Biographical details
- Born: June 9, 1992 (age 33) Arlington, Texas, U.S.

Playing career
- 2010: Southwestern Oklahoma State
- 2011–2013: Texas Tech
- Position: Wide receiver

Coaching career (HC unless noted)
- 2016–2017: Texas Tech (GA)
- 2018–2019: Incarnate Word (WR)
- 2020–2021: Incarnate Word (AHC/WR)
- 2022: Washington State (OA)
- 2023–2025: North Texas (OC/WR)
- 2026–present: East Carolina (OC/QB)

= Jordan Davis (American football coach) =

American football coach (born 1992)

Jordan Davis (born June 9, 1992) is an American college football coach who is the offensive coordinator for East Carolina Pirates football team.

==Playing career==
Davis grew up in Arlington, Texas and attended Arlington High School. He played both wide receiver and safety for the football team and was named All-District 5A-4 on defense as a junior and senior.

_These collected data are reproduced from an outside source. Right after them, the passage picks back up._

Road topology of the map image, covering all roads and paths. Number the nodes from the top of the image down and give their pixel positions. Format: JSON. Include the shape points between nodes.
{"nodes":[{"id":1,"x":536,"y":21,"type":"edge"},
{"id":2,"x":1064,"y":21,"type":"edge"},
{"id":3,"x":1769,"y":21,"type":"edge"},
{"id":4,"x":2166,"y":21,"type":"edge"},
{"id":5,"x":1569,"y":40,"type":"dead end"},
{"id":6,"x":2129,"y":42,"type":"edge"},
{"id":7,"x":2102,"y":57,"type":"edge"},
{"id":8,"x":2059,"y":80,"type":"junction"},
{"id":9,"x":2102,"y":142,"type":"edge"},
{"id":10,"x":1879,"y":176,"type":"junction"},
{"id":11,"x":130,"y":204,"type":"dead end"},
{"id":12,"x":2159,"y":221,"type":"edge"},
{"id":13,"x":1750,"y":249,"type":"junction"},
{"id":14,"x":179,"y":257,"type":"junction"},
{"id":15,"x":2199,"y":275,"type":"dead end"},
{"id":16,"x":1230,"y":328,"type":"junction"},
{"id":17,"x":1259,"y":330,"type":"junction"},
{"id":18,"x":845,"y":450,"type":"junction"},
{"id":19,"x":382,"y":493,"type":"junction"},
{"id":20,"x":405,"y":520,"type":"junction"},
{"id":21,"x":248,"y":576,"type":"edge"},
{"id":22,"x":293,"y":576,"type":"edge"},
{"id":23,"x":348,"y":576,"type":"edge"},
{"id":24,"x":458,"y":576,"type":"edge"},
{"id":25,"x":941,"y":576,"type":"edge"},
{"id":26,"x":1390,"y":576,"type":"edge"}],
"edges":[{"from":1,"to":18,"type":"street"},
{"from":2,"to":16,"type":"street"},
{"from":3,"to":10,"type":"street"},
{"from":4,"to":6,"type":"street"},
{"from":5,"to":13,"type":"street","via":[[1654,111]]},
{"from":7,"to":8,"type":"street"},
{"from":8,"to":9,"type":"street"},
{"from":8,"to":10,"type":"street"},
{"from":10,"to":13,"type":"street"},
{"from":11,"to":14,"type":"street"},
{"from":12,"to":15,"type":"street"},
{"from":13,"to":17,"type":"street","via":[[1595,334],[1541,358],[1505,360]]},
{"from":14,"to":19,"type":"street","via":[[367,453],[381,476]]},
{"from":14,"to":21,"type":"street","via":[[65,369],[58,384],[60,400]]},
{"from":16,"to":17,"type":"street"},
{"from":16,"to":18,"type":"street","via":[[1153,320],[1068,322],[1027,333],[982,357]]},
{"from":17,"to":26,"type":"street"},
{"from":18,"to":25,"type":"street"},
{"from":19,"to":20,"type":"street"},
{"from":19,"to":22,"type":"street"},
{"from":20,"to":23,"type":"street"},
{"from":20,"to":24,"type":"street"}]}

Davis began his college football career at Southwestern Oklahoma State. He caught 20 passes for 225 yards and a team-leading three touchdowns in 11 games as a freshman. Following the end of the season Davis transferred to Texas Tech University and joined the Red Raiders as a walk-on. He had seven receptions for 58 yards in his first season at Texas Tech and earned a scholarship at the end of the year. Davis's receivers coach as a senior was Eric Morris.

==Coaching career==
Davis began his coaching career as a graduate assistant at Texas Tech in 2016. He was hired by Morris as the wide receivers coach at the University of the Incarnate Word (UIW) in 2018 as part of Morris's inaugural staff. Davis was named the Cardinals' associate head coach in addition to wide receivers coach after two seasons at UIW. He was hired as an offensive analyst at Washington State in 2022 shortly after Morris was hired as the Cougars' offensive coordinator. Davis followed Morris again after he was hired as the head coach at North Texas and was named offensive coordinator and wide receivers coach.